Purchase this article with an account.
R. Meiller, R. Sauer, C. Hofmann–Rummelt, A. Langenbucher, B. Seitz; Combined excimer laser PTK and amniotic membrane transplantation for palliative treatment of painful bullous keratopathy . Invest. Ophthalmol. Vis. Sci. 2004;45(13):2950.
Download citation file:
© ARVO (1962-2015); The Authors (2016-present)

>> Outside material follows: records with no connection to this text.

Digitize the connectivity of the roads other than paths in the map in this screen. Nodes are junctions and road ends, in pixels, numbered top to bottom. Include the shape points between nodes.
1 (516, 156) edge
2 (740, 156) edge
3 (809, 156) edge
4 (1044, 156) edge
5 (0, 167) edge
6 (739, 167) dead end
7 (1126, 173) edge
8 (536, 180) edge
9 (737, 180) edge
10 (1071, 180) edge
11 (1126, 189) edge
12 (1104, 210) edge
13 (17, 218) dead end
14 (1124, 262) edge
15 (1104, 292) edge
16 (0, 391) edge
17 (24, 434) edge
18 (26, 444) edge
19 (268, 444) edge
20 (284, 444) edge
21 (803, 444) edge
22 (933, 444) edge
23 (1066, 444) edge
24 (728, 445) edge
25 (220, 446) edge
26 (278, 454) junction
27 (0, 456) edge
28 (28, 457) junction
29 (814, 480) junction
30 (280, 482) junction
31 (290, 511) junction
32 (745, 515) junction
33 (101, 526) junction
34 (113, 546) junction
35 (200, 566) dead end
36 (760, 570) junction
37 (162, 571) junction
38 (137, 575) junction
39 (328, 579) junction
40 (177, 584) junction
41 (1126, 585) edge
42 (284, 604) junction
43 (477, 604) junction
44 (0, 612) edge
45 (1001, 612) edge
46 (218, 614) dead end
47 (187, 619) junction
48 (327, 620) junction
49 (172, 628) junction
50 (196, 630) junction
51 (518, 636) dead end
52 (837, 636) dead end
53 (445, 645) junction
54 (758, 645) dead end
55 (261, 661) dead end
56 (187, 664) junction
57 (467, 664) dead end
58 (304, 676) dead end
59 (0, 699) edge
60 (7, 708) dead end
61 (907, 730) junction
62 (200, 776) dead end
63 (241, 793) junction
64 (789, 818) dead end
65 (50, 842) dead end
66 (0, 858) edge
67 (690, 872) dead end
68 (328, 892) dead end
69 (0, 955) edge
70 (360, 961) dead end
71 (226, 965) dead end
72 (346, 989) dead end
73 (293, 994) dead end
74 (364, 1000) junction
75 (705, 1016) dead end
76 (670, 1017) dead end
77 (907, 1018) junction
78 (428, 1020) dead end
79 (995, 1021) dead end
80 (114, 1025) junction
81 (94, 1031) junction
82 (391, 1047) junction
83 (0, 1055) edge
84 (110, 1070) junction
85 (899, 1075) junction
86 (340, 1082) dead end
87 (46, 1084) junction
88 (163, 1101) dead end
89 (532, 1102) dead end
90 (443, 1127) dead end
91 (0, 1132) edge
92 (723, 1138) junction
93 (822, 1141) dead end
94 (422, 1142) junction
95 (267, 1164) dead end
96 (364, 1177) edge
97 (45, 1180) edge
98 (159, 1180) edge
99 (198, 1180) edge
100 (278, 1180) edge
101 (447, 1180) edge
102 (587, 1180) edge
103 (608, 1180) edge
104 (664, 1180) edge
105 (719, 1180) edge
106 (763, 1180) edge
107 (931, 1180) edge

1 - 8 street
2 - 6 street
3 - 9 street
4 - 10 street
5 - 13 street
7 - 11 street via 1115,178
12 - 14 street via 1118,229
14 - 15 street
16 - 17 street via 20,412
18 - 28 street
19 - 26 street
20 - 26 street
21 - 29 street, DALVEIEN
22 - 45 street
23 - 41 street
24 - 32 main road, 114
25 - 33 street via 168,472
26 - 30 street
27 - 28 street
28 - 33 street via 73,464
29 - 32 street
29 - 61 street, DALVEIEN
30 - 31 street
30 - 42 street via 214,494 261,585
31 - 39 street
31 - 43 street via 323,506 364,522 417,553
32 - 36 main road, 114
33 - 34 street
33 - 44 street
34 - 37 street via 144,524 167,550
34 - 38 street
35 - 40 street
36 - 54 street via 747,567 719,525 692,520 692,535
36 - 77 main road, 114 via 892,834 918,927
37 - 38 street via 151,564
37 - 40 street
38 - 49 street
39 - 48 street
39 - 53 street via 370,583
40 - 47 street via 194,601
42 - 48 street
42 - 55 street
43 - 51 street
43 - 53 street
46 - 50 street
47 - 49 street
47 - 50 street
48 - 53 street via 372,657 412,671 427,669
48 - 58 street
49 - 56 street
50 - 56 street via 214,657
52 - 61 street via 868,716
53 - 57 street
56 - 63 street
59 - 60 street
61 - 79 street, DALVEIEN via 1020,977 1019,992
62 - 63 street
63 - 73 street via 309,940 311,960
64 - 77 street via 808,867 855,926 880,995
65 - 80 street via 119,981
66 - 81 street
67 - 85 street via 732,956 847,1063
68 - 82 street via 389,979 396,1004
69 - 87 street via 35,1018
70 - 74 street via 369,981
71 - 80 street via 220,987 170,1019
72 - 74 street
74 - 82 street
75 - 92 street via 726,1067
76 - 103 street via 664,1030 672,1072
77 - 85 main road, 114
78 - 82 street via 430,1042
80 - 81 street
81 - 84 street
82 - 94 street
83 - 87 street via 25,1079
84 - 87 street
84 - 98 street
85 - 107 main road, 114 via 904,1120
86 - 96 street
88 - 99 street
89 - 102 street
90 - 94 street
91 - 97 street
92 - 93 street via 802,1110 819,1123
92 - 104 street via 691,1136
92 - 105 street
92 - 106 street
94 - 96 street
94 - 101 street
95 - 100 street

Purpose: To determine the therapeutic potential of combined excimer laser PTK and amniotic membrane transplantation in patients with painful bullous keratopathy, who are not suited for penetrating keratoplasty due to poor visual potential or severe general diseases. Methods: This retrospective study included 10 eyes (7 pseudophakic, 3 aphakic) of six females and four males treated for painful bullous keratopathy between November 2001 and August 2003. Three eyes had multiple vitreoretinal surgical procedures before, three eyes severe perforating trauma of the globe and two eyes previous penetrating keratoplasty. Best corrected preoperative visual acuity ranged from amaurosis to 20/400. Treatment was done under retrobulbar anesthesia in eight patients and general anesthesia in two patients. After complete corneal epithelial debridement and pannectomy an "aggressive" PTK using the excimer laser MEL 60 (CARL–ZEISS–MEDITEC, Jena, Germany) was performed. A manually guided spot profile was applied in four cases (Repetitionrate 3 – 20/s; 571 – 1790 pulses), a scanning slit procedure in six cases (Repetitionrate 25/s; 1157 – 2730 pulses). Then a single layer amniotic membrane was fixated as a graft (= inlay) inside the limbus by multiple interrupted 10–0 nylon sutures in three eyes. In seven eyes the amniotic graft (diameter 9 – 11 mm) was positioned into a circular lamellar corneal pocket after performing an incision using a 8 or 9 mm keratoplasty trephine. In four eyes the latter procedure was completed by an additional superficial amniotic patch (= sandwich). A soft therapeutic contact lens was applied at the end of surgery. Results: No intra– or postoperative complications occurred during mean postoperative follow–up period of 31 ± 20 (range 5 – 54) weeks. All patients noticed considerable or complete pain relief. The therapeutic contact lens was removed after 6 ± 2 (range 3 – 9) weeks postoperatively. The epithelium remained stable in all eyes during follow–up. The amniotic membrane graft was present at the end of follow–up completely in 57% and partly in 43%. No further surgical procedures were required. Conclusions:Combined "aggressive" excimer laser PTK and amniotic membrane transplantation seems to be a safe and successful new therapeutic option for long–term epithelial stability and palliative pain relief in patients with bullous keratopathy not suited for penetrating keratoplasty.